_WHAT IS REQUIRED_.
Examine each line of the data. Copy those that contain the string "lane".

Start of EXERCISE DATA

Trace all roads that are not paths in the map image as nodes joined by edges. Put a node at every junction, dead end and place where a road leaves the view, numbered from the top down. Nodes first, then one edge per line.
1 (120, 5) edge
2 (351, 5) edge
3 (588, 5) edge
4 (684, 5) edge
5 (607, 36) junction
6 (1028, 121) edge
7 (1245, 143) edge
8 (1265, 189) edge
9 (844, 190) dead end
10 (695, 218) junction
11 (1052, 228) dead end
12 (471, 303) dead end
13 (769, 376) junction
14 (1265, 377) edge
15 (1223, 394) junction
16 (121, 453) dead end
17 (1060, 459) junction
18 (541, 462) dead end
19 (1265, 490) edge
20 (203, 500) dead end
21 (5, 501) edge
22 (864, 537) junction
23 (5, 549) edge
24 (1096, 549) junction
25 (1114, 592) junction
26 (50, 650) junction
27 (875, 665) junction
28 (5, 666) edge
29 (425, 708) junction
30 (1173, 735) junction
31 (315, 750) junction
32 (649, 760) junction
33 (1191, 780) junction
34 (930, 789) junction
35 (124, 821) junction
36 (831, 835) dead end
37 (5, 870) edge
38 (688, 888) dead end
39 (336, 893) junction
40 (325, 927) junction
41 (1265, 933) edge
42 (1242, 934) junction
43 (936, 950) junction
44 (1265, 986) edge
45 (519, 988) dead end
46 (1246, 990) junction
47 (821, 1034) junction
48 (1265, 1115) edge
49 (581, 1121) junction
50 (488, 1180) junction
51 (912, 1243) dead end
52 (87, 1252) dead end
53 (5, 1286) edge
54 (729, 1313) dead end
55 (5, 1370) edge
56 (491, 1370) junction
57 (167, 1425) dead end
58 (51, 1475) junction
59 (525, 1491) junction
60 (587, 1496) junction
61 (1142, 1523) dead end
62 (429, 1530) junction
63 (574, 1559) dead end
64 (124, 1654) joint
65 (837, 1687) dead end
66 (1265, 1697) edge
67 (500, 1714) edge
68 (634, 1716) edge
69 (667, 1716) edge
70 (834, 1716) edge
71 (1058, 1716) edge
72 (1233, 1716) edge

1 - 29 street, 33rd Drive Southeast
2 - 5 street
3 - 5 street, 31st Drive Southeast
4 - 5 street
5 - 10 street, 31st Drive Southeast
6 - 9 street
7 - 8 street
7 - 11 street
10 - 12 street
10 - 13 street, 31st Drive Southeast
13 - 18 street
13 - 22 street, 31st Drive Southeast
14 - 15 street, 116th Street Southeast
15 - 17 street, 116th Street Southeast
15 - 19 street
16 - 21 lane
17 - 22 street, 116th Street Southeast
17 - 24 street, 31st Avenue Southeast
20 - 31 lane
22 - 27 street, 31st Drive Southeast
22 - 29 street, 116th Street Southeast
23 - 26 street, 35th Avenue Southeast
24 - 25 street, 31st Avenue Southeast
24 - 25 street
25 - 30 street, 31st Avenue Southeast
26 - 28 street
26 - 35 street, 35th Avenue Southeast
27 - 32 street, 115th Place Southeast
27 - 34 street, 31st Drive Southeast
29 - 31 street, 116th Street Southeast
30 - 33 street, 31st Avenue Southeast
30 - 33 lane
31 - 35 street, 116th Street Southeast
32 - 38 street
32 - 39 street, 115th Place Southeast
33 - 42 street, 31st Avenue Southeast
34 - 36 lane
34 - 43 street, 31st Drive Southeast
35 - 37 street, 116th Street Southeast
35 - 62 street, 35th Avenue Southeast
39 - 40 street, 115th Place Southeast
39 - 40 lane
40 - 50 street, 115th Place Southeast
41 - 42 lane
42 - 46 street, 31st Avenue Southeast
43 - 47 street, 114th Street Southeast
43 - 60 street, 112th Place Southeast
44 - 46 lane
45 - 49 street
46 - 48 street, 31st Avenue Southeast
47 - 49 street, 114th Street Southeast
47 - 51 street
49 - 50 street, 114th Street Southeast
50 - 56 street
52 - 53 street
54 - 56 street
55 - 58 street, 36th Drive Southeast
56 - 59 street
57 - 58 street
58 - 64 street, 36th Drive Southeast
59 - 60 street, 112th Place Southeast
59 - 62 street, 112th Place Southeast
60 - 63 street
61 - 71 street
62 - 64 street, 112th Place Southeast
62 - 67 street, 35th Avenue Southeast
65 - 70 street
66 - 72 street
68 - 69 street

End of EXERCISE DATA

_EXPECTED OUTPUT_.
16 - 21 lane
20 - 31 lane
30 - 33 lane
34 - 36 lane
39 - 40 lane
41 - 42 lane
44 - 46 lane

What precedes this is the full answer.